(Beginning of EXERCISE DATA)

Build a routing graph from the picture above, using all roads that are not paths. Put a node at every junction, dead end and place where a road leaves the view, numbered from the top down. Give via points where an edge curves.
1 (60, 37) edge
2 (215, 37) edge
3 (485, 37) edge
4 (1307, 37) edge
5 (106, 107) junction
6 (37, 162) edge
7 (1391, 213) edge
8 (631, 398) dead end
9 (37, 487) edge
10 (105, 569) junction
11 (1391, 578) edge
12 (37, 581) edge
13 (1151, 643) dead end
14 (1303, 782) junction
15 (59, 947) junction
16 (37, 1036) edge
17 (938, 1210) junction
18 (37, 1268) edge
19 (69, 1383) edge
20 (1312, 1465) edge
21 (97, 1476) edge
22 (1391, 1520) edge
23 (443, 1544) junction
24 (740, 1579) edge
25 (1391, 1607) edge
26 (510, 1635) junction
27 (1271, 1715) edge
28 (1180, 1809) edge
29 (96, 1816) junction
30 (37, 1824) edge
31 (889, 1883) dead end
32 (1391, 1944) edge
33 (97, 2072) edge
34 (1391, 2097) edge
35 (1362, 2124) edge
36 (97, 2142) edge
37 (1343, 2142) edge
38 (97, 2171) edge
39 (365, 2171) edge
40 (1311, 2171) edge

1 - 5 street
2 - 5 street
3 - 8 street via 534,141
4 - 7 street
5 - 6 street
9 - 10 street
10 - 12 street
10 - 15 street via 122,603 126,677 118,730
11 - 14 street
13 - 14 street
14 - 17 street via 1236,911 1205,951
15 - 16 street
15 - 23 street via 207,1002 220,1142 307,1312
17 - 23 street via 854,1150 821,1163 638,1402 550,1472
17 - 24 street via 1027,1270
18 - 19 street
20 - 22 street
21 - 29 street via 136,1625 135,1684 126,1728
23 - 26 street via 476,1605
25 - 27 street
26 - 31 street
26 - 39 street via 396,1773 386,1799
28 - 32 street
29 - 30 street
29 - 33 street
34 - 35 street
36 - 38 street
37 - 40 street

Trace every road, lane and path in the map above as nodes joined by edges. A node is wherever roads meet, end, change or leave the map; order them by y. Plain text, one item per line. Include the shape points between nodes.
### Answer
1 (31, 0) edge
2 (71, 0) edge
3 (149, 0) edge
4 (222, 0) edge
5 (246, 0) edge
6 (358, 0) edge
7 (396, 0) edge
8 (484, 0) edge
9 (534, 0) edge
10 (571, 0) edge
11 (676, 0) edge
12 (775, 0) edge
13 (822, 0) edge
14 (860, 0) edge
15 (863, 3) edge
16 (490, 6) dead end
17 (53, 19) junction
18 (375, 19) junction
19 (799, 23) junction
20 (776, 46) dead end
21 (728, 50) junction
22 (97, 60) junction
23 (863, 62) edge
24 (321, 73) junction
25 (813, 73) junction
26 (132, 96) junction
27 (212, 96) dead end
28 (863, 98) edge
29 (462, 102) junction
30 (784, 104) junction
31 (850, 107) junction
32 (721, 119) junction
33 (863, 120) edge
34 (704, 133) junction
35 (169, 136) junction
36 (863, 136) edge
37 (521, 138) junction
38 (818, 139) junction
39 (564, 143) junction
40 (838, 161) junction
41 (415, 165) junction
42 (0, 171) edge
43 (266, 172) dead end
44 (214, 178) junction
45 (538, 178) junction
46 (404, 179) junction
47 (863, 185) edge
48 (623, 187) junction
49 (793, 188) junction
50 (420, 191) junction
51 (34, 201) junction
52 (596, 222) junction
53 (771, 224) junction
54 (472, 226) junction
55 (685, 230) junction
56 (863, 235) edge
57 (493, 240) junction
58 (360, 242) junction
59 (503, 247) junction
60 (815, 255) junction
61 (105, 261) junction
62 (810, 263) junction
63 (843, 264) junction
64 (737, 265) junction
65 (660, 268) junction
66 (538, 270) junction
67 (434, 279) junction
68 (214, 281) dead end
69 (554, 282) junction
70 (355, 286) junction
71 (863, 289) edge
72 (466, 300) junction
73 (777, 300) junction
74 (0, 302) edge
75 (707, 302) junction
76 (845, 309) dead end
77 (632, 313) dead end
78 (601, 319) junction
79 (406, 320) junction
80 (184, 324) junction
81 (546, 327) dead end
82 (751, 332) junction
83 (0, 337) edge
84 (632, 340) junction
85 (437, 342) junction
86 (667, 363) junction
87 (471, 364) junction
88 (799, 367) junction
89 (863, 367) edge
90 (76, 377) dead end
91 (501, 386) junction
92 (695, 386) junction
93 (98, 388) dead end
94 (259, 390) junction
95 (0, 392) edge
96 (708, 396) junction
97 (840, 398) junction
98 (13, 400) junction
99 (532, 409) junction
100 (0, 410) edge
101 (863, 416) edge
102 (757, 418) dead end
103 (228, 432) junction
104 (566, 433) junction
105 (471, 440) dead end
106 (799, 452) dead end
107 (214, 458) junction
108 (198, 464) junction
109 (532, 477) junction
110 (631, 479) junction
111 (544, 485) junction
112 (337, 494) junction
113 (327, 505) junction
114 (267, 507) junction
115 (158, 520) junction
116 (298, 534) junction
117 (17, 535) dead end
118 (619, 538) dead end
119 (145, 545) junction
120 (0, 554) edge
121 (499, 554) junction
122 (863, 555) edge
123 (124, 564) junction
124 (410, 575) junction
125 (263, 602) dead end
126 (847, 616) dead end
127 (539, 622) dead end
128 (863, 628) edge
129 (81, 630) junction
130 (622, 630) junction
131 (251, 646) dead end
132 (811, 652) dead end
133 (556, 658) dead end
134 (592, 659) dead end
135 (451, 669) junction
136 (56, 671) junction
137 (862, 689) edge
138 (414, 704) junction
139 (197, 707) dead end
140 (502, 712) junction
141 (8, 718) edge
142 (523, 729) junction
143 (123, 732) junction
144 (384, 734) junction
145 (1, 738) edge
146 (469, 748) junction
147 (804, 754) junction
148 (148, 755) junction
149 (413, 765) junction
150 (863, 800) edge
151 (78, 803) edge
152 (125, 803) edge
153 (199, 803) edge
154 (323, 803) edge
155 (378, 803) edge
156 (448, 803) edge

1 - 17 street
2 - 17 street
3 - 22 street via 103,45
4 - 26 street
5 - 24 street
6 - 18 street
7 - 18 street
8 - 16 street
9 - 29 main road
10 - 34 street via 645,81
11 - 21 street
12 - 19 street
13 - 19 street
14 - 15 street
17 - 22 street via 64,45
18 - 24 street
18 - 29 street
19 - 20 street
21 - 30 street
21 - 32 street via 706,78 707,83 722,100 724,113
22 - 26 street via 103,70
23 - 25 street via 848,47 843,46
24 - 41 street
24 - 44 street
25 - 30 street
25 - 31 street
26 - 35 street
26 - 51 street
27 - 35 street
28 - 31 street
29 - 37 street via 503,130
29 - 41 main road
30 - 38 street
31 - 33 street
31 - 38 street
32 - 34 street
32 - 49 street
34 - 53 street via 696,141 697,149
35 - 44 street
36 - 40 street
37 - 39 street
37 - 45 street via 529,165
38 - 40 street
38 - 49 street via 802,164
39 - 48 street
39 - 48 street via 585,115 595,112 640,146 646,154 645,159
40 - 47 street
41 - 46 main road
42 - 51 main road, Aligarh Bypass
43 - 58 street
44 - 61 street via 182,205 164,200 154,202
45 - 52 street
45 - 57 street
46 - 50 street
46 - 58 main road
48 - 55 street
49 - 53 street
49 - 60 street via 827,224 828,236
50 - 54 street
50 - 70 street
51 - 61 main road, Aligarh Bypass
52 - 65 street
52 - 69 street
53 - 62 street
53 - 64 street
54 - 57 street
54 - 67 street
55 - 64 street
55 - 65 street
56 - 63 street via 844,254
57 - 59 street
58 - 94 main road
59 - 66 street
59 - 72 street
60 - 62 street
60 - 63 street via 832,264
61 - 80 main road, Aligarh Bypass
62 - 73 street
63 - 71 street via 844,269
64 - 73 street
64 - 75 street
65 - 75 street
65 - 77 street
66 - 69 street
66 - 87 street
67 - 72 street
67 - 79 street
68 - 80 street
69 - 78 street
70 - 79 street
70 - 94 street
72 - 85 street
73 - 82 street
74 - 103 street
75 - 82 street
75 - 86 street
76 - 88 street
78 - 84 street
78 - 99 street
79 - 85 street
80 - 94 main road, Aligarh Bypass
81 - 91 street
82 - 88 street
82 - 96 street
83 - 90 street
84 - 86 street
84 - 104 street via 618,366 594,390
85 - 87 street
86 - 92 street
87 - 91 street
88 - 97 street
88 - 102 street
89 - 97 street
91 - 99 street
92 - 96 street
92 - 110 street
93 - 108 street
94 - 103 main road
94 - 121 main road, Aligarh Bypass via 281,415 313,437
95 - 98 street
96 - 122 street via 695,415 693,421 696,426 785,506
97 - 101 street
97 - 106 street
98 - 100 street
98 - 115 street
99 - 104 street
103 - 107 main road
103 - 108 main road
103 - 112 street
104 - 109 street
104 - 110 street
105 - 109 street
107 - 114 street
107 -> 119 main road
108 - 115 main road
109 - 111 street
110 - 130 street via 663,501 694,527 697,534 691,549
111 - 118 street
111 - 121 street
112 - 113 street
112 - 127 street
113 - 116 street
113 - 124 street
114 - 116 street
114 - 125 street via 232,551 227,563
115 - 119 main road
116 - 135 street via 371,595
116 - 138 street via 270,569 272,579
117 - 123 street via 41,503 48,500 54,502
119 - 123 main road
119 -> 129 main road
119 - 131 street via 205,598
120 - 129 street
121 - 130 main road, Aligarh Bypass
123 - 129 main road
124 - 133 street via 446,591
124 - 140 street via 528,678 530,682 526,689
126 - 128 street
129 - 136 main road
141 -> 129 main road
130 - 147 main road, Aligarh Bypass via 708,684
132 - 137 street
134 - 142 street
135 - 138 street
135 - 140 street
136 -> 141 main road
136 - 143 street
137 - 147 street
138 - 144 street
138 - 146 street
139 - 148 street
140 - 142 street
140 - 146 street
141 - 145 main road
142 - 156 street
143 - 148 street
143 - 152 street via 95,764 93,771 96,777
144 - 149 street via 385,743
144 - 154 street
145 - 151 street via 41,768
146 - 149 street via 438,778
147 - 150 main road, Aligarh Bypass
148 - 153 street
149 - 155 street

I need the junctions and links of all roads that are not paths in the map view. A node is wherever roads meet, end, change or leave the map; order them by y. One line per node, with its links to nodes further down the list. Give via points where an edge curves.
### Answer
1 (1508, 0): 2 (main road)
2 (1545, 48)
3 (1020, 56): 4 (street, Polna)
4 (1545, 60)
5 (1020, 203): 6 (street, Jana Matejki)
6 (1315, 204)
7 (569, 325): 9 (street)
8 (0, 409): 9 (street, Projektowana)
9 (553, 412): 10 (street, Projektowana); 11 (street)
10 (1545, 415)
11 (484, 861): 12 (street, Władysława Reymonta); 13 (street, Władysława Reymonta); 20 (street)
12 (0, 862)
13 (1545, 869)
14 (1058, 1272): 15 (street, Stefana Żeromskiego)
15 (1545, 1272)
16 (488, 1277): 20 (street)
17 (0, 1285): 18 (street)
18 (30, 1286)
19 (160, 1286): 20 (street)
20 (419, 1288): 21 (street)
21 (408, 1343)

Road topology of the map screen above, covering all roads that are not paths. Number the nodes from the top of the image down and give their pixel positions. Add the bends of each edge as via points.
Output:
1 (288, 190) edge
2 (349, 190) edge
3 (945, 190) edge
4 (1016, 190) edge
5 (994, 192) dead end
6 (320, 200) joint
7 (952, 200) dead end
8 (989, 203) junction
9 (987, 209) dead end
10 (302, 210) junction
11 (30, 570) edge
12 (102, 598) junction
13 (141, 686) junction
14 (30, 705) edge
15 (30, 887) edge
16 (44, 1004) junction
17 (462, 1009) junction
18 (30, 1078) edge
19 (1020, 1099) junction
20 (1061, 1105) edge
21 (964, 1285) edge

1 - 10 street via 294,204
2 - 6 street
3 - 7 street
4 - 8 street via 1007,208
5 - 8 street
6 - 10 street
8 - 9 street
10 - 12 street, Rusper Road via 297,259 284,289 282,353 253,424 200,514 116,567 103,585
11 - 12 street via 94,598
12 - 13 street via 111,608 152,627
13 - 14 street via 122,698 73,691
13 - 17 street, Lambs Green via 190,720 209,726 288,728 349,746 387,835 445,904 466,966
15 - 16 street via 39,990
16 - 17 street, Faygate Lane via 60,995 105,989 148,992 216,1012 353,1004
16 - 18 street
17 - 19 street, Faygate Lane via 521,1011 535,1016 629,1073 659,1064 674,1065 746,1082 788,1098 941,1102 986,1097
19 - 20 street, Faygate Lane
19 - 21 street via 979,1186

(End of EXERCISE DATA)

Print the line with "Road topology of" and every line after it in the entries above, exactly as written. Leave out all other lines.

Road topology of the map screen above, covering all roads that are not paths. Number the nodes from the top of the image down and give their pixel positions. Add the bends of each edge as via points.
Output:
1 (288, 190) edge
2 (349, 190) edge
3 (945, 190) edge
4 (1016, 190) edge
5 (994, 192) dead end
6 (320, 200) joint
7 (952, 200) dead end
8 (989, 203) junction
9 (987, 209) dead end
10 (302, 210) junction
11 (30, 570) edge
12 (102, 598) junction
13 (141, 686) junction
14 (30, 705) edge
15 (30, 887) edge
16 (44, 1004) junction
17 (462, 1009) junction
18 (30, 1078) edge
19 (1020, 1099) junction
20 (1061, 1105) edge
21 (964, 1285) edge

1 - 10 street via 294,204
2 - 6 street
3 - 7 street
4 - 8 street via 1007,208
5 - 8 street
6 - 10 street
8 - 9 street
10 - 12 street, Rusper Road via 297,259 284,289 282,353 253,424 200,514 116,567 103,585
11 - 12 street via 94,598
12 - 13 street via 111,608 152,627
13 - 14 street via 122,698 73,691
13 - 17 street, Lambs Green via 190,720 209,726 288,728 349,746 387,835 445,904 466,966
15 - 16 street via 39,990
16 - 17 street, Faygate Lane via 60,995 105,989 148,992 216,1012 353,1004
16 - 18 street
17 - 19 street, Faygate Lane via 521,1011 535,1016 629,1073 659,1064 674,1065 746,1082 788,1098 941,1102 986,1097
19 - 20 street, Faygate Lane
19 - 21 street via 979,1186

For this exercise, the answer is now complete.